Herbivory altered pollen enough to modify interactions between bees and their pathogens, but the mechanism remains unclear. Although we predicted that anabasine or nicotine in floral rewards would mediate multitrophic interactions between herbivores, plants, pollinators and pathogens, we did not find evidence to support this hypothesis. Previous studies have shown that anabasine is inducible in nectar (Adler et al. 2006; Kaczorowski et al. 2014) and that anabasine and nicotine can reduce Crithidia cell counts in B. impatiens (Anthony et al. 2015; Baracchi et al. 2015; Richardson et al. 2015), although at higher concentrations than typically found in N. tabacum. However, we did not detect alkaloids in the nectar or pollen fed to bees in the bioassays (see Bee-Pathogen Bioassays: Diet Treatments in Materials and Methods). Furthermore, herbivory increased anabasine in our original pollen samples, but contrary to our prediction, herbivory also increased Crithidia counts when pollen was collected after one month of flowering. This suggests that induced anabasine is not the mechanism underlying the effect of herbivory on Crithidia counts. Nonetheless, the differences in Crithidia levels between bees that consumed control and damaged pollen indicate that herbivory induced some change that mediated interactions between bees and their pathogens, although we do not know whether the changes occurred in nutritive or nonnutritive components of pollen. This is an exciting area for future research.

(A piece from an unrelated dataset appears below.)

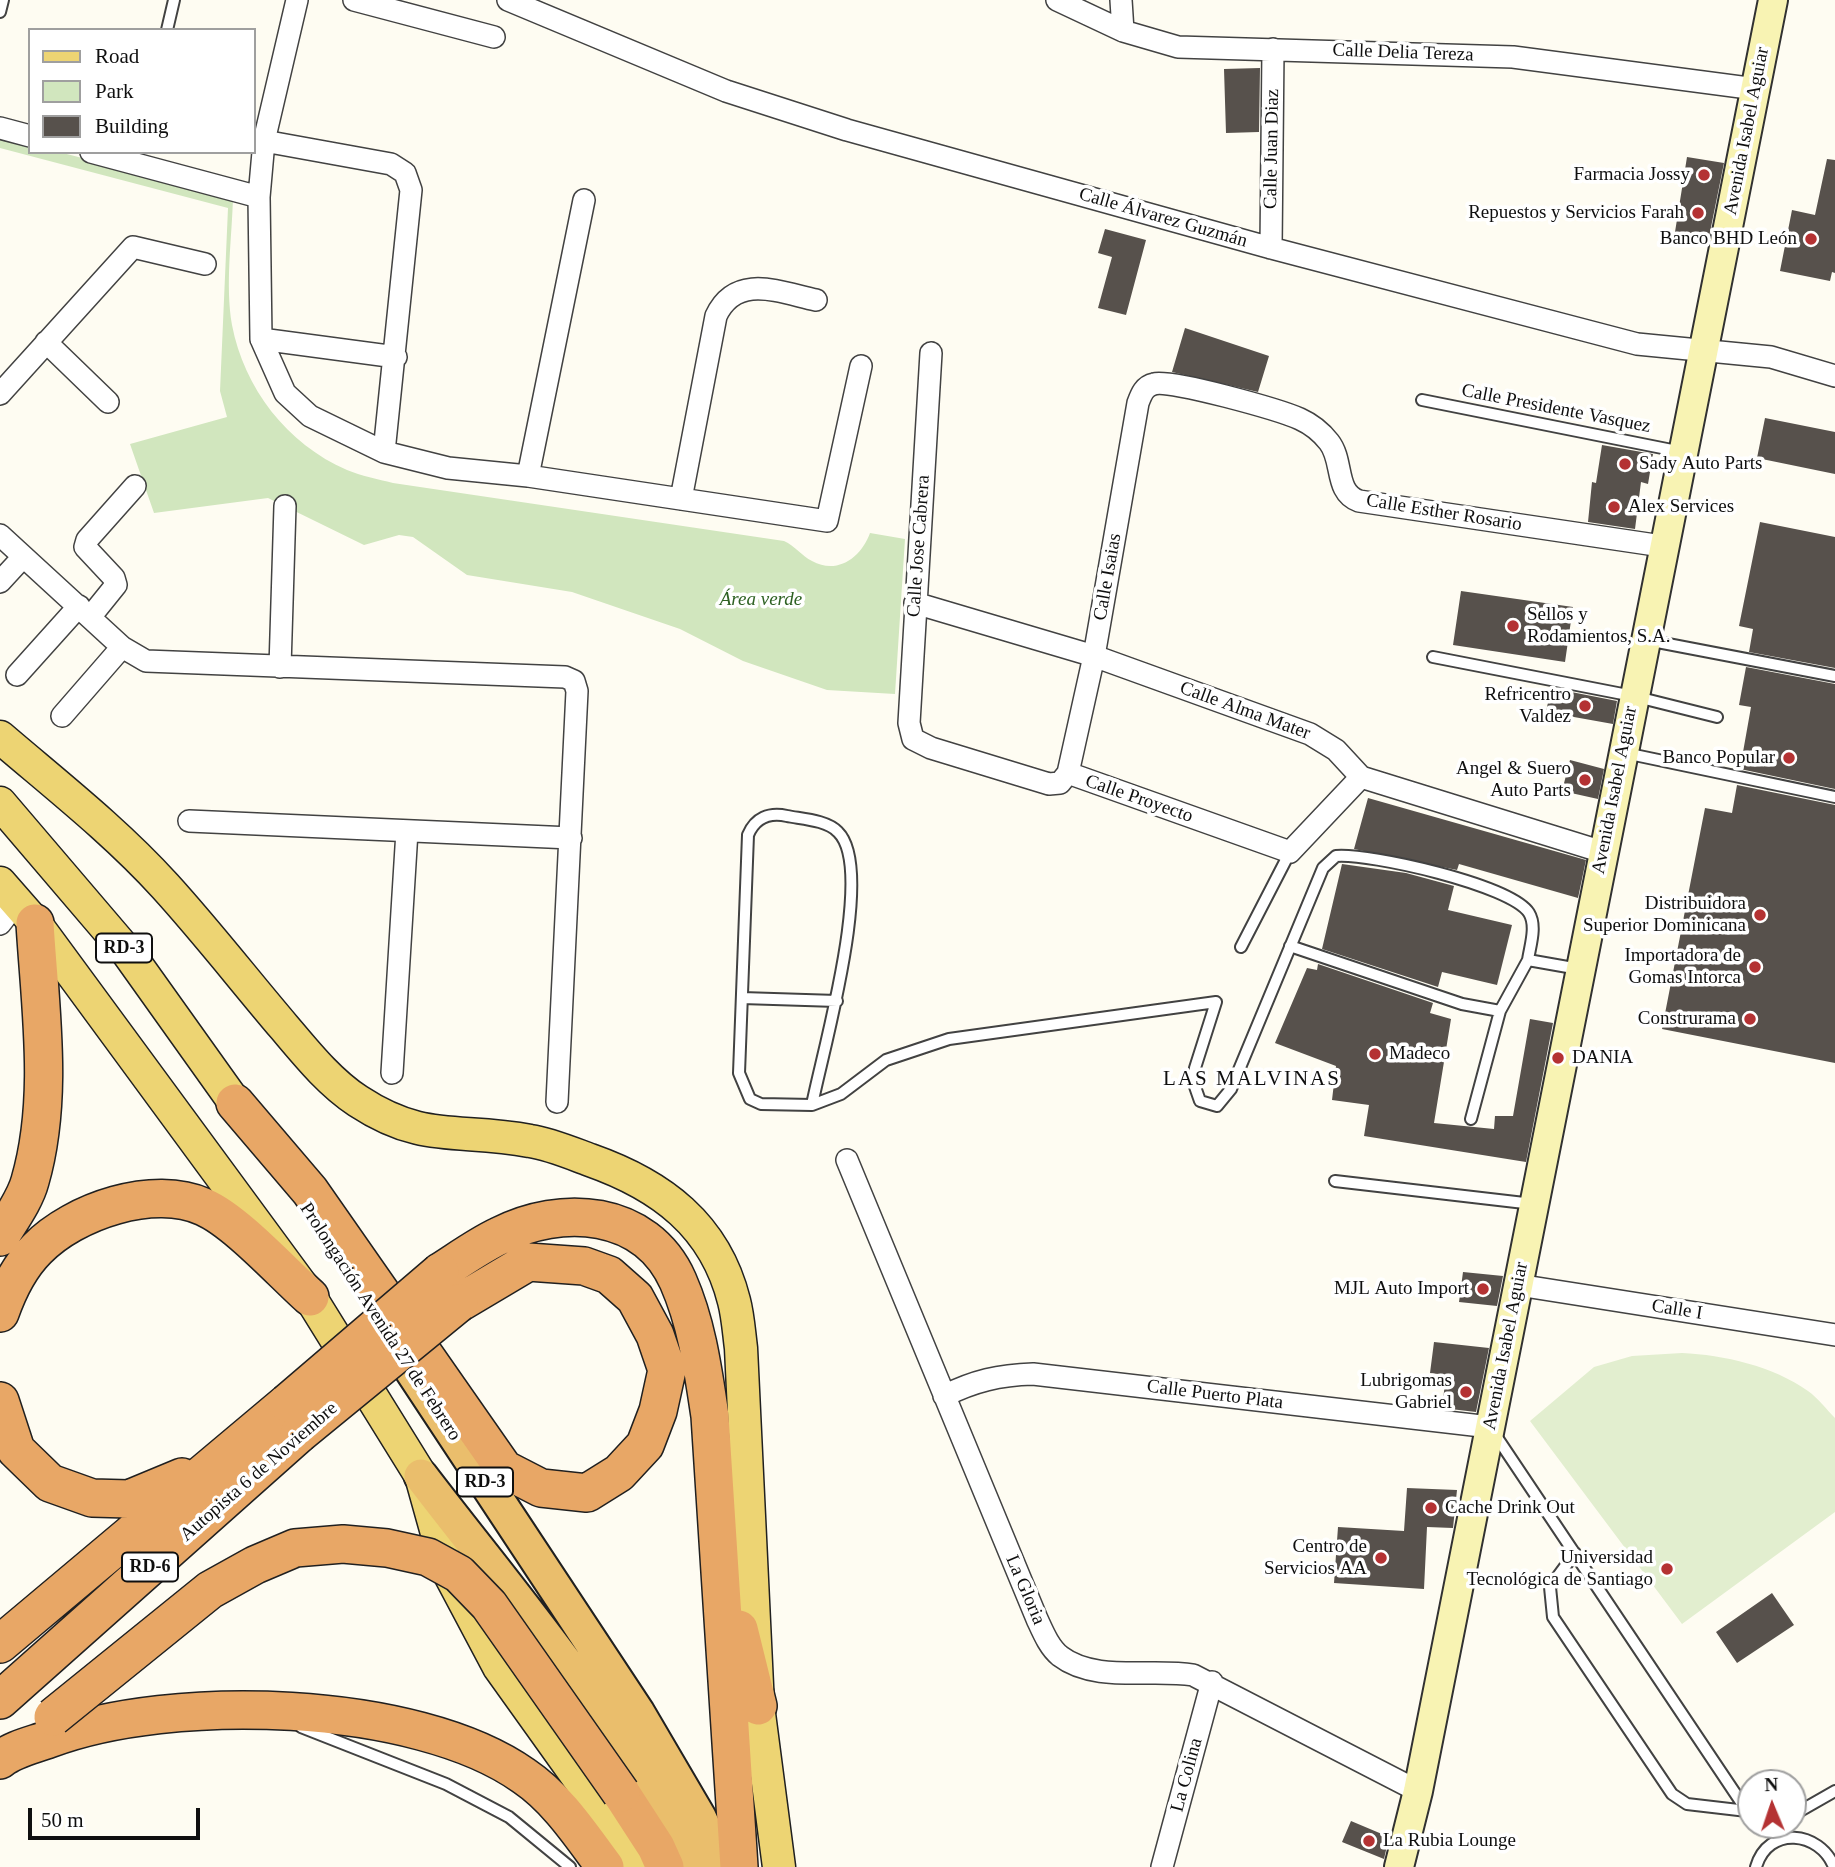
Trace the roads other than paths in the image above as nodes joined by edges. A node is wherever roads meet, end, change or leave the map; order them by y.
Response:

This work provides an example of the role that biotic factors may play in shaping pollinator diet. We found that Crithidia infections were substantially higher in bees fed pollen from damaged plants than those fed pollen from undamaged plants, but only when pollen was collected after one month of flowering; this could either be because components induced by damage increase pathogen infection, or because components that reduce infection in undamaged plants are degraded by herbivory. Given the detrimental effects of Crithidia on their hosts, such as cognitive reductions, higher mortality and lower colony founding success (Brown et al. 2000; Gegear et al. 2006; Shykoff and Schmid-Hempel 1991), the negative indirect effects of herbivory could potentially reduce pollinator fitness. Environmental impacts on pollinator-pathogen interactions via changes in floral rewards may extend well beyond effects of herbivory. Other recent work in the same system found that both soil nutrients and mycorrhizal fungi can shape floral reward quality (Davis et al. 2019). Soil fertilizer increased pollen alkaloids in N. tabacum, while mycorrhizal association decreased them. Fertilizer and mycorrhizae treatments affected nectar and pollen quality, which in turn influenced bumble bee-Crithidia interactions, but effects did not correlate with alkaloid concentrations. This is very similar to our study, in which herbivory increased pollen anabasine but the effects of pollen diets on Crithidia were not mediated by alkaloids. Both these studies highlight the importance of a plant’s ecological context in shaping pollinator-pathogen interactions through changes in floral rewards.

In conclusion, we demonstrate that pollen secondary chemistry varies with time since flowering and in response to herbivory. We also demonstrate that herbivore damage may affect pollen quality and under some conditions modify interactions between pollinators and their pathogens, a novel example of multitrophic effects resulting from herbivory. Surprisingly, pollen from undamaged plants increasingly reduced Crithidia infection as time since flowering progressed, while in damaged plants this reduction over time did not occur. To understand the mechanisms driving differences in pollen quality due to temporal changes and herbivory, surveys of how broader arrays of nutrients and secondary compounds vary with time and ecological context will be essential. We conclude that biotic factors can impact pollinators beyond pollination events by shaping pathogen infection, with potential consequences for pollinator fitness.